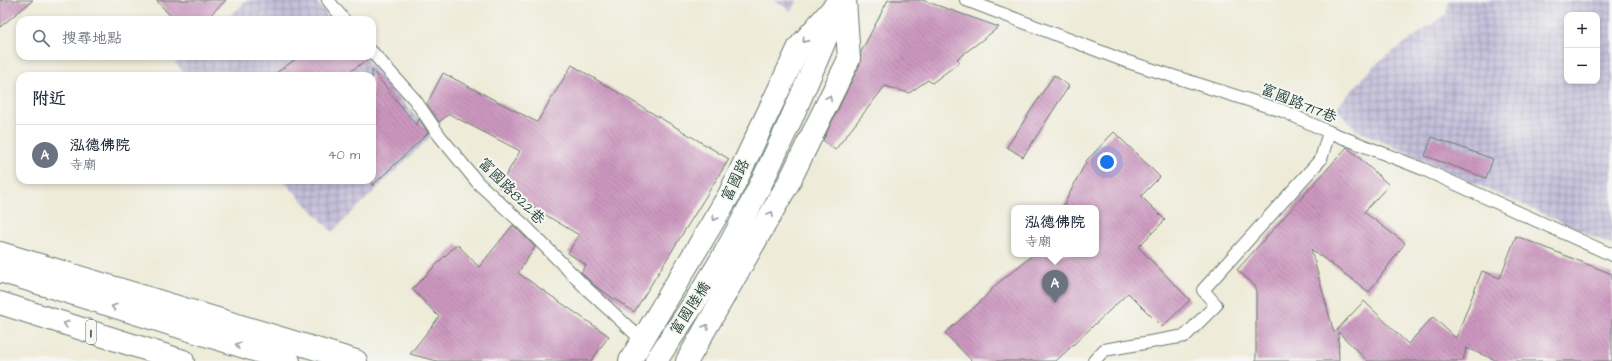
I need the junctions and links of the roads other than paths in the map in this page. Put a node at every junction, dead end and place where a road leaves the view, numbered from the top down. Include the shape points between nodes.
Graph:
1 (328, 0) edge
2 (843, 0) edge
3 (966, 0) edge
4 (341, 16) edge
5 (376, 56) edge
6 (1329, 132) junction
7 (0, 253) edge
8 (724, 254) joint
9 (1612, 255) edge
10 (0, 271) edge
11 (0, 303) edge
12 (642, 340) junction
13 (183, 361) edge
14 (289, 361) edge
15 (356, 361) edge
16 (630, 361) edge
17 (652, 361) edge
18 (656, 361) edge
19 (687, 361) edge
20 (1094, 361) edge

1 - 4 lane
2 - 8 main road, 富國路 via 764,178
2 -> 12 main road, 富國路 via 799,47 729,195
19 -> 2 main road via 789,182 849,59
3 - 6 lane, 富國路717巷 via 1125,61 1283,111
5 - 12 lane, 富國路822巷 via 415,100 439,135 478,183
6 - 9 lane, 富國路717巷 via 1422,169
6 - 20 lane via 1321,159 1203,290 1216,305 1185,336 1104,350
7 - 15 main road
8 - 18 main road, 富國陸橋
14 -> 10 main road
13 -> 11 main road, 1
12 - 16 main road, 富國路
12 - 17 lane

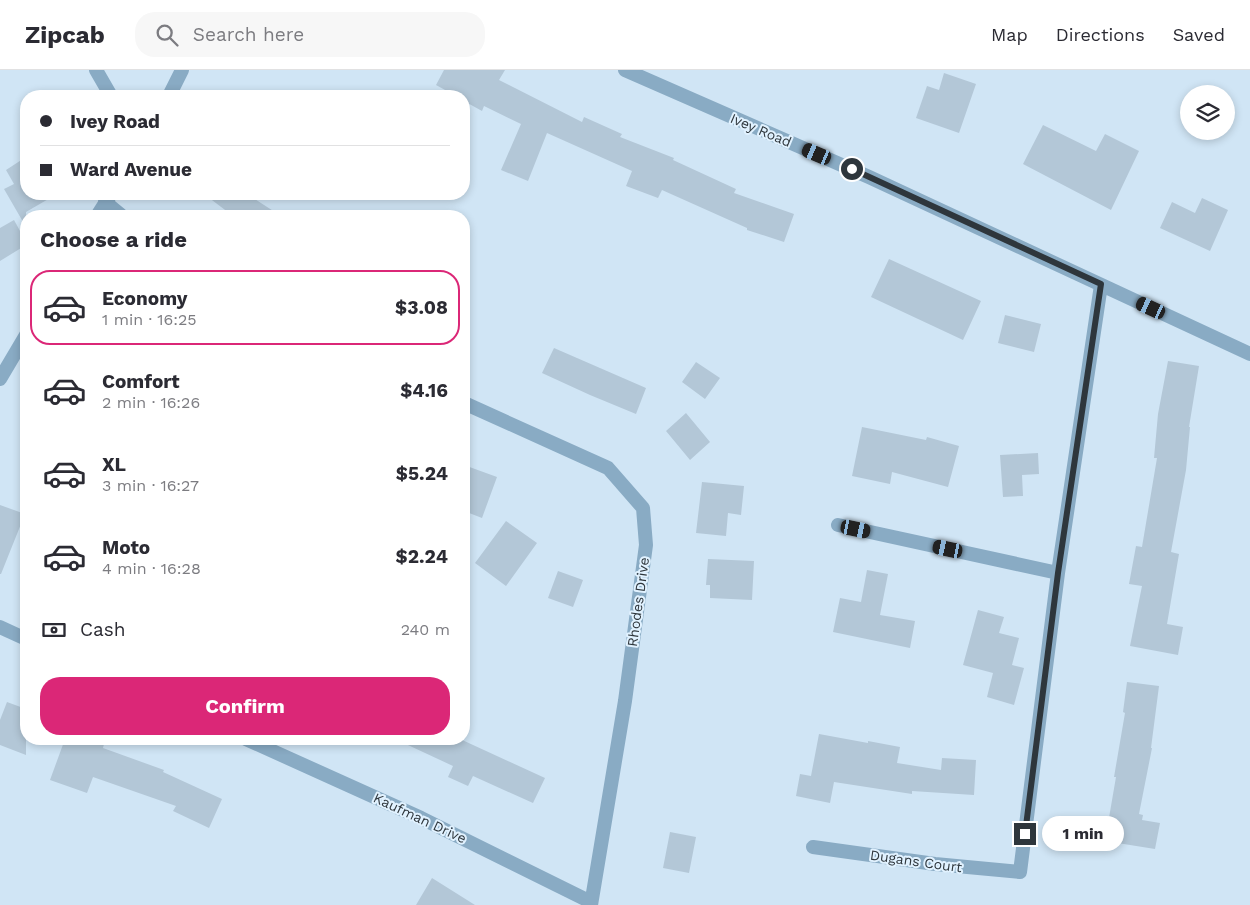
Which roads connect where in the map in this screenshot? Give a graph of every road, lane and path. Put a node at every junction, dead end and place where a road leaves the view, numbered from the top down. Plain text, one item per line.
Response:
1 (96, 70) edge
2 (182, 70) edge
3 (625, 70) edge
4 (108, 90) edge
5 (172, 90) edge
6 (110, 200) edge
7 (117, 210) edge
8 (1101, 284) junction
9 (20, 345) edge
10 (1250, 354) edge
11 (0, 379) edge
12 (470, 406) edge
13 (838, 525) dead end
14 (1058, 573) junction
15 (0, 627) edge
16 (20, 636) edge
17 (259, 745) edge
18 (813, 847) dead end
19 (591, 904) edge

1 - 4 street
2 - 5 street
3 - 8 street, Ivey Road
6 - 7 street
8 - 10 street, Ivey Road
8 - 14 street
9 - 11 street
12 - 19 street, Rhodes Drive
13 - 14 street
14 - 18 street, Dugans Court
15 - 16 street
17 - 19 street, Kaufman Drive

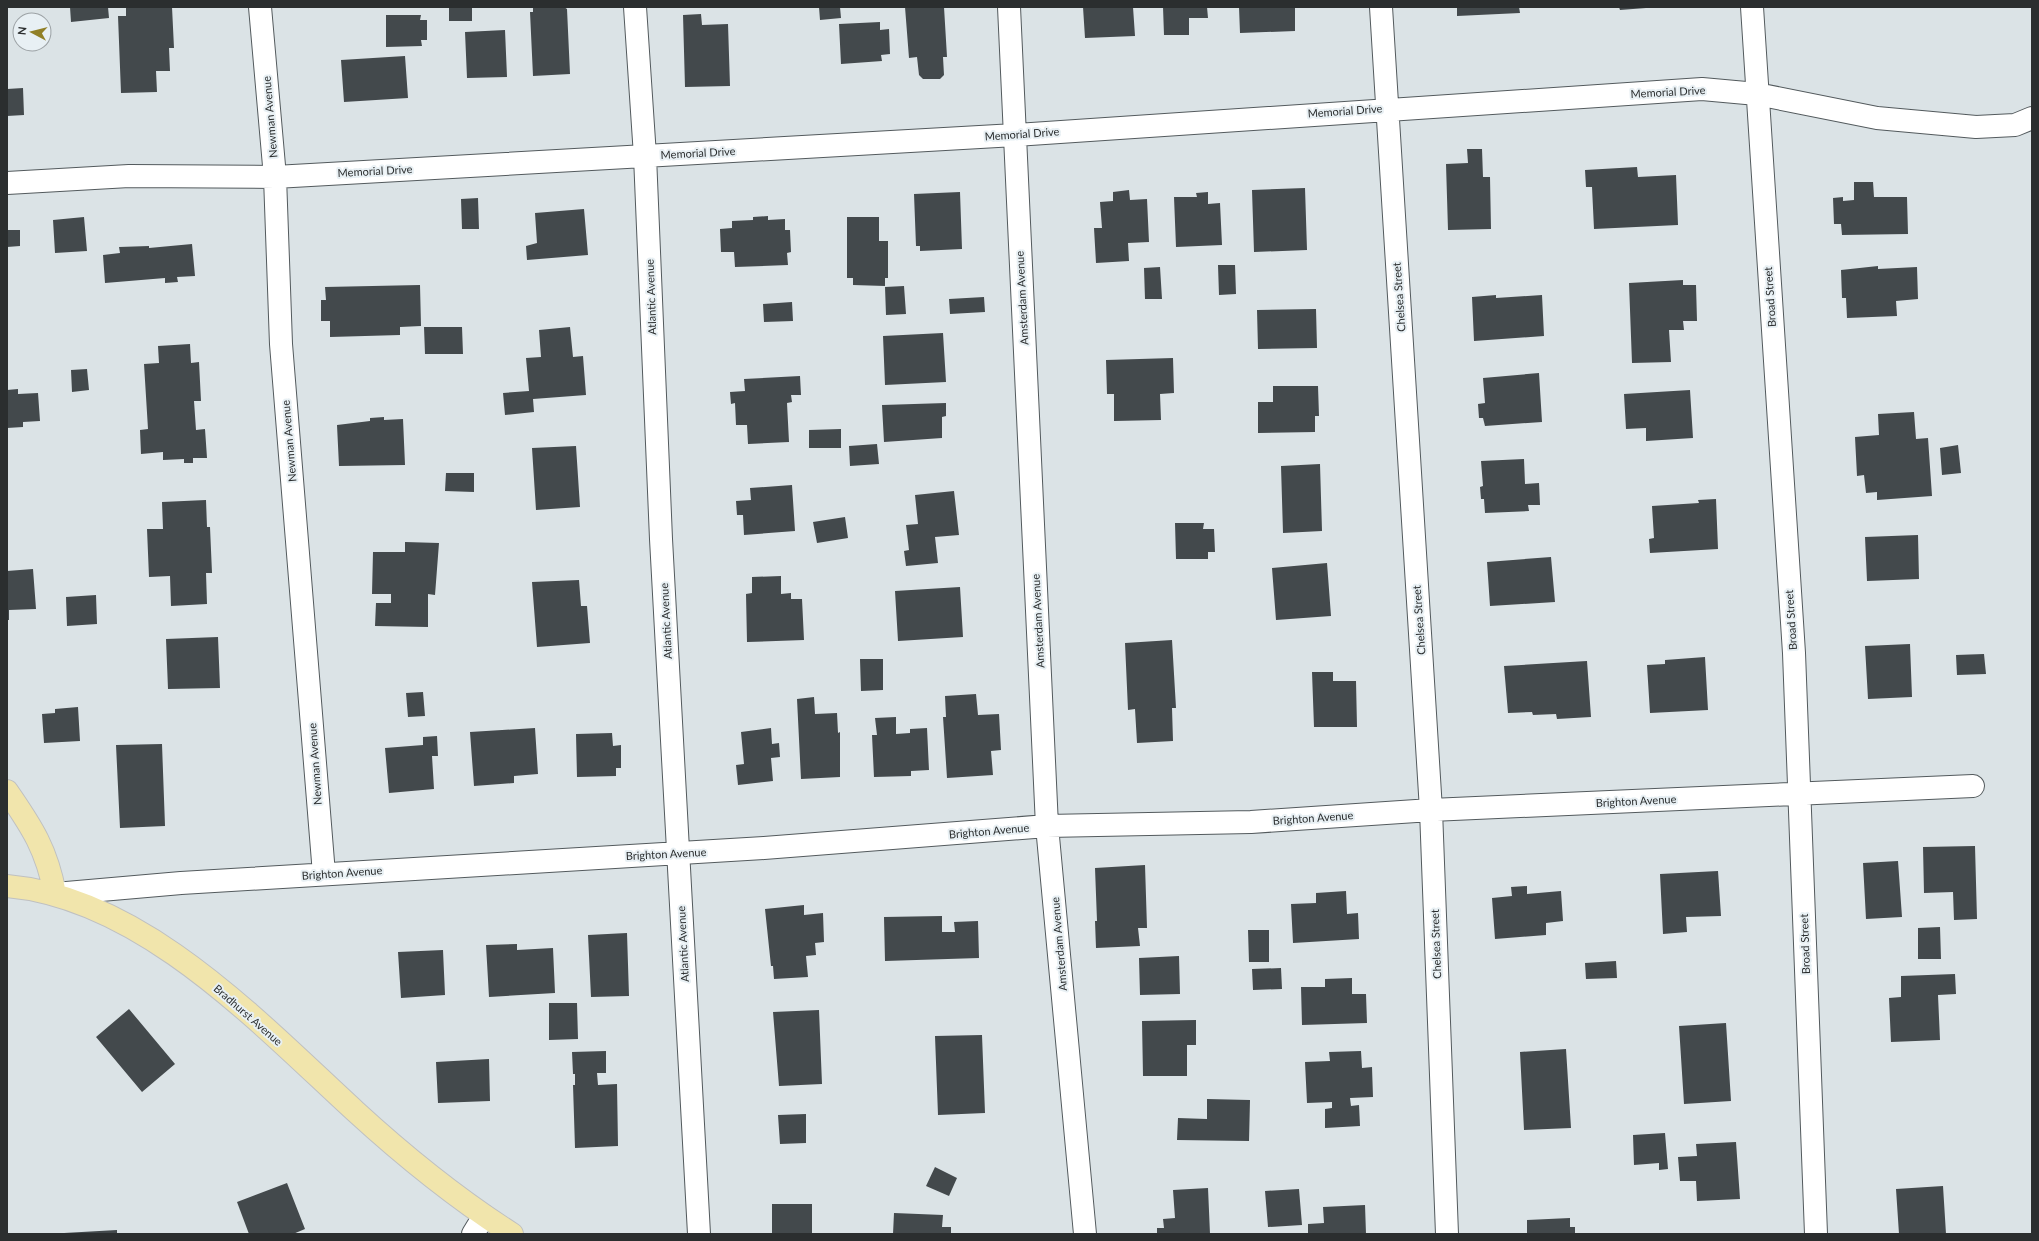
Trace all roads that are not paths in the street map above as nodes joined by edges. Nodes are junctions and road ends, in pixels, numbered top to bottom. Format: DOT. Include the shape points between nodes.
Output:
graph roads {
  1 [pos="260,7"];
  2 [pos="635,7"];
  3 [pos="1008,7"];
  4 [pos="1381,7"];
  5 [pos="1752,7"];
  6 [pos="1757,94"];
  7 [pos="1387,109"];
  8 [pos="2032,118"];
  9 [pos="1015,135"];
  10 [pos="645,156"];
  11 [pos="275,177"];
  12 [pos="7,183"];
  13 [pos="1973,786"];
  14 [pos="7,791"];
  15 [pos="1799,794"];
  16 [pos="1431,810"];
  17 [pos="1048,826"];
  18 [pos="678,854"];
  19 [pos="324,874"];
  20 [pos="7,886"];
  21 [pos="55,894"];
  22 [pos="484,1216"];
  23 [pos="473,1234"];
  24 [pos="512,1234"];
  25 [pos="699,1234"];
  26 [pos="1085,1234"];
  27 [pos="1447,1234"];
  28 [pos="1816,1234"];
  1 -- 11 [label="street, Newman Avenue"];
  2 -- 10 [label="street, Atlantic Avenue"];
  3 -- 9 [label="street, Amsterdam Avenue"];
  4 -- 7 [label="street, Chelsea Street"];
  5 -- 6 [label="street, Broad Street"];
  6 -- 7 [label="street, Memorial Drive" via="1702,89"];
  6 -- 8 [label="street, Memorial Drive" via="1877,118 1969,126 2016,125"];
  6 -- 15 [label="street, Broad Street" via="1794,653"];
  7 -- 9 [label="street, Memorial Drive"];
  7 -- 16 [label="street, Chelsea Street"];
  9 -- 10 [label="street, Memorial Drive"];
  9 -- 17 [label="street, Amsterdam Avenue"];
  10 -- 11 [label="street, Memorial Drive"];
  10 -- 18 [label="street, Atlantic Avenue" via="661,538"];
  11 -- 12 [label="street, Memorial Drive" via="129,176"];
  11 -- 19 [label="street, Newman Avenue" via="281,344"];
  13 -- 15 [label="street, Brighton Avenue"];
  14 -- 21 [label="main road" via="41,845 50,868"];
  15 -- 16 [label="street, Brighton Avenue"];
  15 -- 28 [label="street, Broad Street"];
  16 -- 17 [label="street, Brighton Avenue" via="1251,822"];
  16 -- 27 [label="street, Chelsea Street"];
  17 -- 18 [label="street, Brighton Avenue"];
  17 -- 26 [label="street, Amsterdam Avenue"];
  18 -- 19 [label="street, Brighton Avenue"];
  18 -- 25 [label="street, Atlantic Avenue"];
  19 -- 21 [label="street, Brighton Avenue"];
  20 -- 21 [label="main road, Brighton Avenue"];
  21 -- 22 [label="main road, Bradhurst Avenue" via="117,919 153,940 189,966 234,1001 420,1168"];
  22 -- 23 [label="street"];
  22 -- 24 [label="main road, Bradhurst Avenue"];
}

..............................

Search the records above for "place". Copy each line where it is found.

§ Task result
I need the junctions and links of the roads other than paths in the map in this page. Put a node at every junction, dead end and place where a road leaves the view, numbered from the top down. Include the shape points between nodes.
Which roads connect where in the map in this screenshot? Give a graph of every road, lane and path. Put a node at every junction, dead end and place where a road leaves the view, numbered from the top down. Plain text, one item per line.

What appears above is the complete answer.